A federal judge dismissed the Mexican suit in 2022 for violating federal law but six months ago an appeals court reinstated it.
Mexico urged the U.S. Supreme Court this week to let its $10 billion lawsuit against U.S. gun manufacturers for allegedly flooding that country with firearms proceed in the lower courts.
Although some gun control activists welcome Mexico’s lawsuit, gun rights advocates say the legal action by a foreign government is exploiting U.S. laws in an effort to cripple the U.S. firearms industry and weaken the Second Amendment protections Americans enjoy.
Earlier this year, the U.S. Court of Appeals for the First Circuit allowed the case to move forward after it was dismissed by a federal district court.

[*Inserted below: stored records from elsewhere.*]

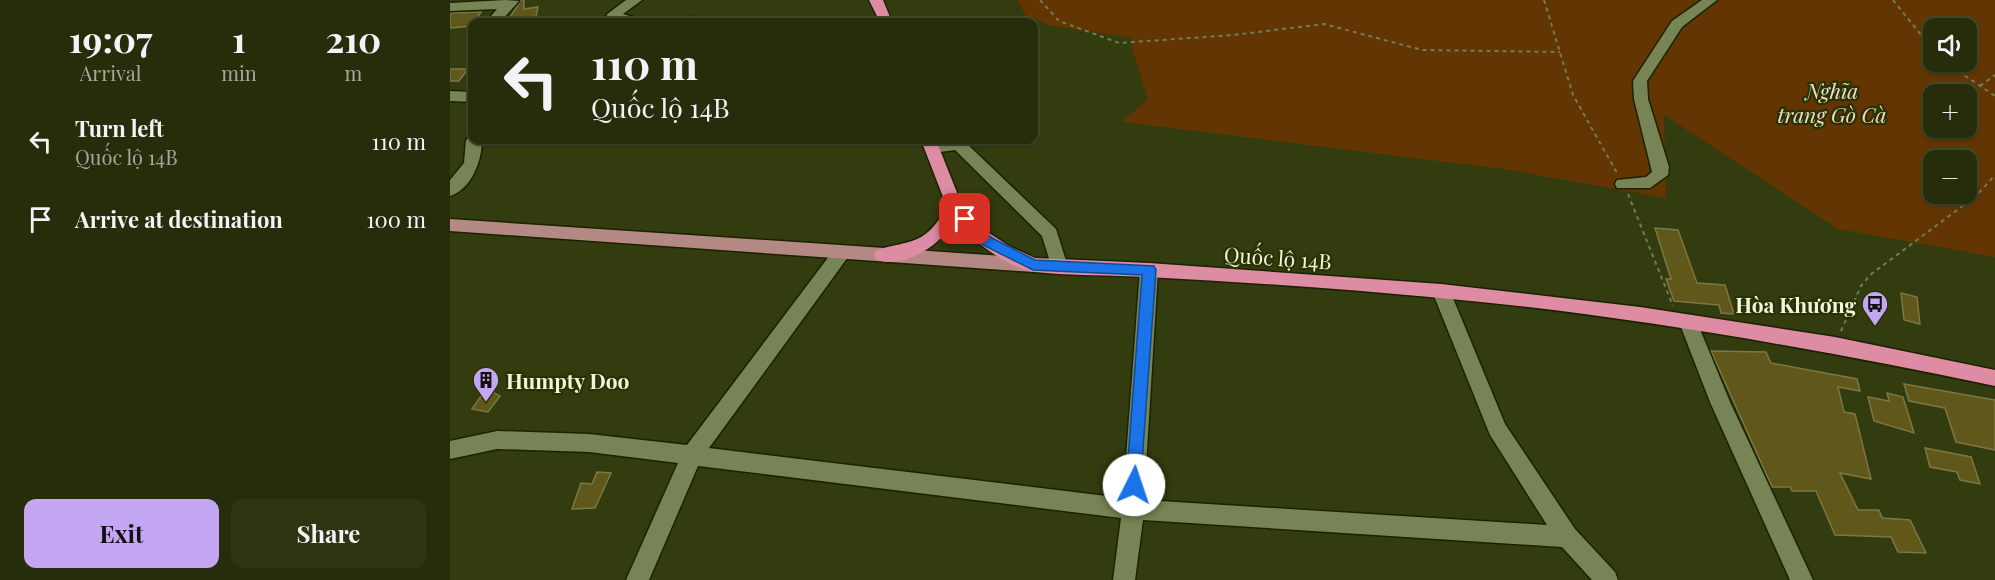 <!DOCTYPE html>
<meta charset="utf-8">
<style>
body{margin:0;font-family:"Playfair Display",serif;background:#2e3513;color:#f1f3f6;height:100vh;display:flex;flex-direction:column;font-size:22px;white-space:nowrap}
*{box-sizing:border-box;margin:0}
p{font-size:20px;color:#a4a89c}
.icon{flex:none;width:33px;height:33px;fill:none;stroke:currentColor;stroke-width:2;stroke-linecap:round;stroke-linejoin:round}
.map{position:relative;flex:1;overflow:hidden}
.sheet{display:flex;flex-direction:column;background:#262d0a;width:450px}
.sheet>*{flex:none}
.banner{position:absolute;left:18px;top:18px;width:570px;height:126px;border-radius:12px;box-shadow:0 2px 4px #0004,0 0 0 2px #42492b;background:#262d0a;color:#f1f3f6;overflow:hidden}
.controls{position:absolute;left:1473px;top:18px;display:grid;gap:12px}
.controls a{display:grid;place-items:center;width:54px;height:54px;border-radius:12px;background:#262d0a;box-shadow:0 2px 4px #0004,0 0 0 2px #42492b;font-size:30px}
.pin{position:absolute;display:grid;place-items:center;width:51px;height:51px;color:#fff;margin:-26px;border-radius:12px;box-shadow:0 3px 9px #0006}
.me{position:absolute;width:66px;margin:-33px;rotate:4deg;stroke-linejoin:round;filter:drop-shadow(0 0 4px #0008)}
.turn{display:flex;align-items:center;gap:21px;height:126px;padding:0 24px;font-size:27px}
.turn .icon{width:78px;height:78px;stroke-width:2.5}
.turn b{display:block;font-size:42px;line-height:51px}
.eta{display:flex;justify-content:space-evenly;align-items:center;height:102px;text-align:center}
.eta b{font-size:36px;font-weight:700;line-height:42px}
.action{display:flex;gap:12px;margin-top:auto;padding:12px 24px}
.action a{flex:1;height:69px;border-radius:12px;background:#c3a7f2;color:#111;font-size:24px;font-weight:700;line-height:69px;text-align:center}
.action a+a{background:#2e3513;color:#f1f3f6}
ul{padding:0;list-style:none}
li{display:flex;align-items:center;gap:18px;height:78px;padding:0 24px}
li div{flex:1}
li b{display:block;font-size:22px}
li em{font-style:normal}
main{display:flex;flex:1;min-height:0}
.map>svg:first-child{display:block}
.green{fill:#623503;fill-rule:evenodd}
.building{fill:#60571a;stroke:#7d7645;stroke-width:1.5}
.lines{fill:none;stroke-linecap:round;stroke-linejoin:round}
.minor-casing{stroke:#1b2201;stroke-width:3}
.major-casing{stroke:#1b2201;stroke-width:3}
.highway-casing{stroke:#1b2201;stroke-width:3}
.path{stroke:#737c55;stroke-width:2;stroke-dasharray:4 4;stroke-linecap:butt}
.minor{fill:#778455;fill-rule:evenodd}
.major{fill:#b48984;fill-rule:evenodd}
.highway{fill:#dd8ca4;fill-rule:evenodd}
.route{fill:#1a73e8;stroke:#114b97;stroke-width:1.5}
.labels{text-anchor:middle;dominant-baseline:central;stroke-width:4.5;stroke-linejoin:round;paint-order:stroke}
.park-label{font-size:21px;font-style:italic;fill:#f0dac9;stroke:#283202}
.street-label{font-size:21px;fill:#eef6dc;stroke:#283202}
.poi-label{font-size:21px;font-weight:bold;fill:#eef6dc;stroke:#283202;text-anchor:end}
</style>
<main>
<section class="sheet">
<div class="eta">
<div><b>19:07</b><p>Arrival</p></div>
<div><b>1</b><p>min</p></div>
<div><b>210</b><p>m</p></div>
</div>
<ul>
<li><svg class="icon" aria-label="left" viewBox="0 0 24 24"><path d="M17 20v-9H6M10 6l-5 5 5 5"/></svg><div><b>Turn left</b><p>Quốc lộ 14B</p></div><em>110 m</em></li>
<li><svg class="icon" aria-label="arrive" viewBox="0 0 24 24"><path d="M6 21V4h12l-3 4 3 4H6"/></svg><div><b>Arrive at destination</b></div><em>100 m</em></li>
</ul>
<div class="action"><a>Exit</a><a>Share</a></div>
</section>
<div class="map">
<svg width="1545" height="580" viewBox="0 0 1545 580">
<rect width="100%" height="100%" fill="#323c0e"/>
<!-- green -->
<path class="green" d="M567 0H1545V257L1388 229 1214 115 1216 198 1053 169 672 122 698 99 682 49V38L598 25 576 16ZM1484 28H1516V62H1484ZM1484 94H1516V128H1484ZM1484 160H1516V194H1484Z"/>
<!-- building -->
<path class="building" d="M71 0H74V9L88 7 85 22H57Z
M31 12 22 26 0 28V13Z
M0 69H18L9 81H0Z
M1205 228 1228 230 1247 283 1275 285 1284 314 1271 313 1269 305 1224 301 1216 279H1221Z
M1451 293 1467 297 1470 324 1454 320Z
M1261 351 1316 352 1321 363 1407 379 1410 391 1388 387 1394 412 1405 414 1421 479 1390 473 1408 510H1429L1432 518 1460 520 1476 553 1448 552 1441 537 1385 535 1366 491H1342L1340 487H1322Z
M1454 384 1545 400V450L1506 442 1495 408 1459 401Z
M36 389 50 396 38 412 22 409Z
M1437 393 1453 397 1464 433 1424 421 1418 397 1439 401Z
M1475 448 1521 457 1530 484 1510 480 1507 472 1480 467Z
M147 472 161 473 145 508 122 509 131 483 142 484Z"/>
<g class="lines">
<!-- minor casing -->
<g class="minor-casing">
<path id="minor" d="M56 0 69 1 50 22H36L47 9 0 11V3Z
M176 0H192L173 14 189 19 190 22H172L156 15Z
M1252 0H1267L1232 27 1197 81 1198 99 1219 167 1218 175 1200 188H1167L1165 184 1167 180 1196 177 1202 172 1184 99 1183 81 1222 21Z
M243 17 248 18 249 22H231Z
M0 91 22 92V102L0 101Z
M22 135V140H32C32 160 22 189 0 196V180L14 163 16 140Z
M499 140 515 142 606 229 618 267 615 272H603L592 236 505 150 482 153 474 148 476 144Z
M392 246 398 247 401 252 398 257 259 448 673 498 690 270 693 265H705L708 270 694 500 1097 525 1040 435 982 291 985 286H997L1000 291 1055 424 1125 529 1165 572 1168 580H1142L1112 547 693 520 685 580H663L671 518 248 466 199 580H176L228 463 139 452 47 449 0 459V441L47 431 139 434 237 445 386 247Z
M1238 315 1245 317 1247 322 1280 402 1363 580H1340L1260 402 1229 322 1231 317Z"/>
</g>
<!-- major casing -->
<g class="major-casing">
<path id="major" d="M0 219 583 258 589 260 592 265 589 270 583 272 0 231Z"/>
</g>
<!-- highway casing -->
<g class="highway-casing">
<path id="highway" d="M419 0H433L442 22H430Z
M471 140H486L512 205 530 227 559 246 585 258 699 263 991 284 1190 307 1385 337 1545 370V386C1362 348 1177 315 991 298 893 289 795 282 697 277 660 275 622 276 585 272 558 268 522 241 506 220 491 244 457 269 427 260L424 255 427 250C464 239 474 246 497 207Z"/>
</g>
<!-- path -->
<path class="path" d="M590 0 609 21 669 43 783 35 874 24 972 50 1110 52
M1094 0 1123 95 1167 173
M1443 0 1484 51
M1495 62 1545 96
M1530 86 1545 75
M1178 194 1223 306
M1391 331 1411 286 1420 275 1526 196 1545 175"/>
<!-- minor -->
<use href="#minor" class="minor"/>
<!-- major -->
<use href="#major" class="major"/>
<!-- highway -->
<use href="#highway" class="highway"/>
</g>
<!-- route -->
<path class="route" d="M515 215 542 238 585 260 704 266 706 270 690 490 684 492 679 490 676 485 692 275 583 270 533 245 510 222V216Z"/>
<!-- icons -->
<defs>
<g id="bus-pin" transform="scale(1.35)"><path d="M0 17L-7.5 6A9.5 9.5 0 1 1 7.5 6Z" fill="#c3a7f2" stroke="#283202"/><path d="M-5-6H5V4H4V6H2V4H-2V6H-4V4H-5ZM-3.5-4V0h7V-4ZM-3.5 1.2v1.5H-2V1.2ZM2 1.2v1.5H3.5V1.2Z" fill="#111"/></g>
<g id="building-pin" transform="scale(1.35)"><path d="M0 17L-7.5 6A9.5 9.5 0 1 1 7.5 6Z" fill="#c3a7f2" stroke="#283202"/><path d="M-4-6H4V6H1V3H-1V6H-4ZM-2.5-4.3h1.7v1.8h-1.7ZM.8-4.3h1.7v1.8H.8ZM-2.5-1h1.7V.8h-1.7ZM.8-1h1.7V.8H.8Z" fill="#111"/></g>
</defs>
<g fill-rule="evenodd">
<use href="#bus-pin" x="1425" y="304"/>
<use href="#building-pin" x="36" y="380"/>
</g>
<g class="labels">
<!-- park labels -->
<g class="park-label">
<text x="1382" y="90">Nghĩa<tspan x="1382" dy="24">trang Gò Cà</tspan></text>
</g>
<!-- street labels -->
<g class="street-label">
<text transform="translate(828 257) rotate(4)">Quốc lộ 14B</text>
</g>
<!-- poi labels -->
<g class="poi-label">
<text x="1406" y="304">Hòa Khương</text>
<text x="56" y="380" text-anchor="start">Humpty Doo</text>
</g>
</g>
</svg>
<div class="controls">
<a><svg class="icon" aria-label="sound" viewBox="0 0 24 24"><path d="M4 9h4l5-4v14l-5-4H4zM17 9q2 3 0 6"/></svg></a>
<a>+</a>
<a>−</a>
</div>
<div class="pin" style="left:515px;top:219px;background:#d93025"><svg class="icon" aria-label="arrive" viewBox="0 0 24 24"><path d="M6 21V4h12l-3 4 3 4H6"/></svg></div>
<svg class="me" style="left:684px;top:485px" viewBox="-20 -20 40 40"><circle r="19" fill="#fff"/><path d="M0-13L10 11 0 6-10 11z" fill="#1a73e8"/></svg>
<div class="banner">
<div class="turn"><svg class="icon" aria-label="left" viewBox="0 0 24 24"><path d="M17 20v-9H6M10 6l-5 5 5 5"/></svg><div><b>110 m</b>Quốc lộ 14B</div></div>
</div>
</div>
</main>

The new filing by Mexico on July 3 comes after lead petitioner Smith and Wesson filed a petition with the Supreme Court on April 18 seeking to overturn the First Circuit ruling. Among the co-petitioners are Beretta U.S.A. Corp., Glock Inc., and Sturm, Ruger & Co. Inc.
In its brief, Mexico argues the First Circuit ruled correctly and that it should be allowed to move forward with its claim that the petitioners “deliberately chose to engage in unlawful … conduct to profit off the criminal market for their products.”

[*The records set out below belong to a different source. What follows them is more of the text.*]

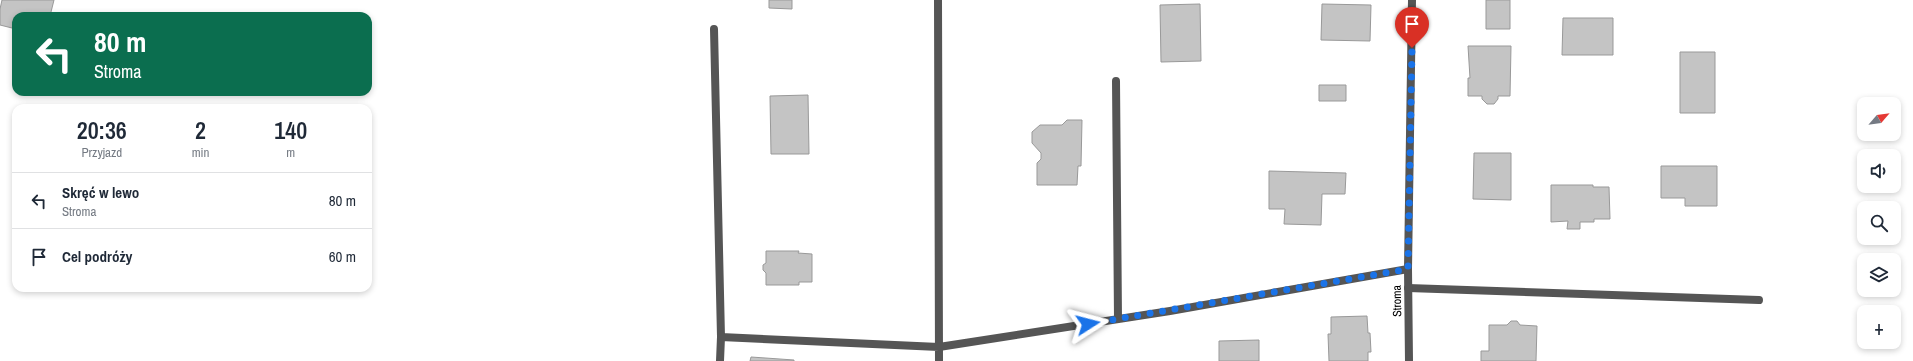 <!DOCTYPE html>
<html lang="pl">
<meta charset="utf-8">
<style>
:root{--surface:#fff;--page:#f2f2f3;--text:#1f2937;--muted:#747a83;--line:#e0e1e3}
body{margin:0;font-family:"Archivo Narrow",sans-serif;background:var(--page);color:var(--text);height:100vh;display:flex;flex-direction:column;font-size:15px;white-space:nowrap}
*{box-sizing:border-box;margin:0}
p{font-size:13px;color:var(--muted)}
.icon{flex:none;width:22px;height:22px;fill:none;stroke:currentColor;stroke-width:2;stroke-linecap:round;stroke-linejoin:round}
.map{position:relative;flex:1;overflow:hidden}
.sheet{position:absolute;left:12px;top:104px;width:360px;height:188px;display:flex;flex-direction:column;background:var(--surface);border-radius:12px;box-shadow:0 2px 6px #0003}
.sheet>*{flex:none}
.top-card{position:absolute;left:12px;top:12px;width:360px;height:84px;border-radius:12px;box-shadow:0 2px 6px #0003;background:#0b6e4f;color:#fff;overflow:hidden}
.needle{width:26px;rotate:62deg}
.buttons{position:absolute;left:1857px;top:97px;display:grid;gap:8px}
.buttons a{display:grid;place-items:center;width:44px;height:44px;border-radius:8px;background:var(--surface);box-shadow:0 2px 6px #0003;font-size:20px}
.pin{position:absolute;display:grid;place-items:center;width:34px;height:34px;color:#fff;margin:-41px -17px;border-radius:50% 50% 50% 0;rotate:-45deg;box-shadow:0 0 4px #0007}
.pin .icon{rotate:45deg}
.me{position:absolute;width:44px;margin:-22px;rotate:81deg;stroke-linejoin:round;filter:drop-shadow(0 0 3px #0008)}
.turn{display:flex;align-items:center;gap:14px;height:84px;padding:0 16px;font-size:18px}
.turn .icon{width:52px;height:52px;stroke-width:2.5}
.turn b{display:block;font-size:28px;line-height:34px}
.eta{display:flex;justify-content:space-evenly;align-items:center;height:68px;text-align:center}
.eta b{font-size:24px;font-weight:600;line-height:28px}
ul{padding:0;list-style:none}
li{display:flex;align-items:center;gap:12px;height:56px;padding:0 16px;border-top:1px solid var(--line)}
li div{flex:1}
li b{display:block;font-size:15px}
li em{font-style:normal}
.map>svg:first-child{display:block}
.building{fill:#c4c4c4;stroke:#999}
.lines{fill:none;stroke-linecap:round;stroke-linejoin:round}
.lane{stroke:#555;stroke-width:8}
.street{stroke:#555;stroke-width:8}
.route{stroke:#1a73e8;stroke-width:7;stroke-dasharray:0 12.6}
.labels{text-anchor:middle;dominant-baseline:central;stroke-width:3;stroke-linejoin:round;paint-order:stroke}
.street-label{font-size:12px;fill:#000;stroke:#fff}
</style>
<div class="map">
<svg width="1913" height="361" viewBox="0 0 1913 361">
<rect width="100%" height="100%" fill="#fff"/>
<path class="building" d="M2,0H54L50,16H16V29L0,25V9Z
M769,0H792V9L769,8Z
M1486,0H1510V29H1486Z
M1200,4L1201,61L1161,62L1160,5Z
M1322,4L1371,5L1370,41L1321,40Z
M1563,18H1613V55H1562Z
M1468,46H1511L1510,96H1498V99L1494,104H1487L1482,99V96H1468V78H1470Z
M1680,52H1715V113H1680Z
M1319,85H1346V101H1319Z
M808,95L809,154H771L770,96Z
M1067,120H1082L1081,166H1078L1077,185H1037V163L1041,159V153L1032,143V132L1040,125H1062Z
M1474,153H1511V200L1473,199Z
M1661,166H1717V206H1685V198H1661Z
M1269,171L1346,173L1345,194H1322L1321,225L1284,224L1285,209H1269Z
M1551,185H1593V187H1609L1610,219H1594V222H1580V229H1567L1568,221L1551,222Z
M766,251H799L798,253L812,254V282H799V285H766V273L763,270V265L766,263Z
M1367,316L1368,333H1370L1371,352H1368V361H1329L1328,334H1331V317Z
M1511,321H1517L1520,325L1537,326L1536,361H1481V351H1489V325H1507Z
M1259,340V361H1219V341Z
M751,357L794,360V361H750Z"/>
<g class="lines">
<path class="lane" d="M938,0L939,361
M714,29L721,337
M1116,81L1118,319
M1408,288L1759,300
M720,361L721,337L939,347L1170,311L1408,269"/>
<path class="street" d="M1409,361L1408,269L1412,0"/>
</g>
<g class="lines">
<path class="route" d="M1088,324L1408,269L1412,48"/>
</g>
<g class="labels">
<g class="street-label">
<text transform="translate(1397 301) rotate(-91)">Stroma</text>
</g>
</g>
</svg>
<div class="buttons">
<a><svg class="needle" viewBox="-14 -14 28 28"><path d="M0-13l5 13h-10z" fill="#e53935"/><path d="M0 13l5-13h-10z" fill="#747a83"/></svg></a>
<a><svg class="icon" aria-label="sound" viewBox="0 0 24 24"><path d="M4 9h4l5-4v14l-5-4H4zM17 9q2 3 0 6"/></svg></a>
<a><svg class="icon" aria-label="search" viewBox="0 0 24 24"><circle cx="10" cy="10" r="6"/><path d="M15 15l6 6"/></svg></a>
<a><svg class="icon" aria-label="layers" viewBox="0 0 24 24"><path d="M12 4l9 5-9 5-9-5zM3 14l9 5 9-5"/></svg></a>
<a>+</a>
</div>
<div class="pin" style="left:1412px;top:48px;background:#d93025"><svg class="icon" aria-label="arrive" viewBox="0 0 24 24"><path d="M6 21V4h12l-3 4 3 4H6"/></svg></div>
<svg class="me" style="left:1088px;top:324px" viewBox="-20 -20 40 40"><path d="M0-17L14 15 0 8-14 15z" fill="#1a73e8" stroke="#fff" stroke-width="4"/></svg>
<div class="top-card">
<div class="turn"><svg class="icon" aria-label="left" viewBox="0 0 24 24"><path d="M17 20v-9H6M10 6l-5 5 5 5"/></svg><div><b>80 m</b>Stroma</div></div>
</div>
<section class="sheet">
<div class="eta">
<div><b>20:36</b><p>Przyjazd</p></div>
<div><b>2</b><p>min</p></div>
<div><b>140</b><p>m</p></div>
</div>
<ul>
<li><svg class="icon" aria-label="left" viewBox="0 0 24 24"><path d="M17 20v-9H6M10 6l-5 5 5 5"/></svg><div><b>Skręć w lewo</b><p>Stroma</p></div><em>80 m</em></li>
<li><svg class="icon" aria-label="arrive" viewBox="0 0 24 24"><path d="M6 21V4h12l-3 4 3 4H6"/></svg><div><b>Cel podróży</b></div><em>60 m</em></li>
</ul>
</section>
</div>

The circuit court held that Mexico’s complaint made a plausible claim that the petitioners “deliberately aided and abetted the unlawful sale of firearms to purchasers supplying brutal cartels in Mexico” and that that country suffered harm as a result, the brief stated.
The gun makers are wrong to argue that the prospect of them being held “liable for negligence and public nuisance” presents “an existential threat to the gun industry.”
The First Circuit’s decision came after a federal district court threw out the lawsuit on Sept. 30, 2022.
U.S. District Judge F. Dennis Saylor IV in Massachusetts dismissed the lawsuit that claimed U.S. companies were intentionally undermining Mexico’s tough gun laws by making “military-style assault weapons” that find their way to drug cartels and criminals.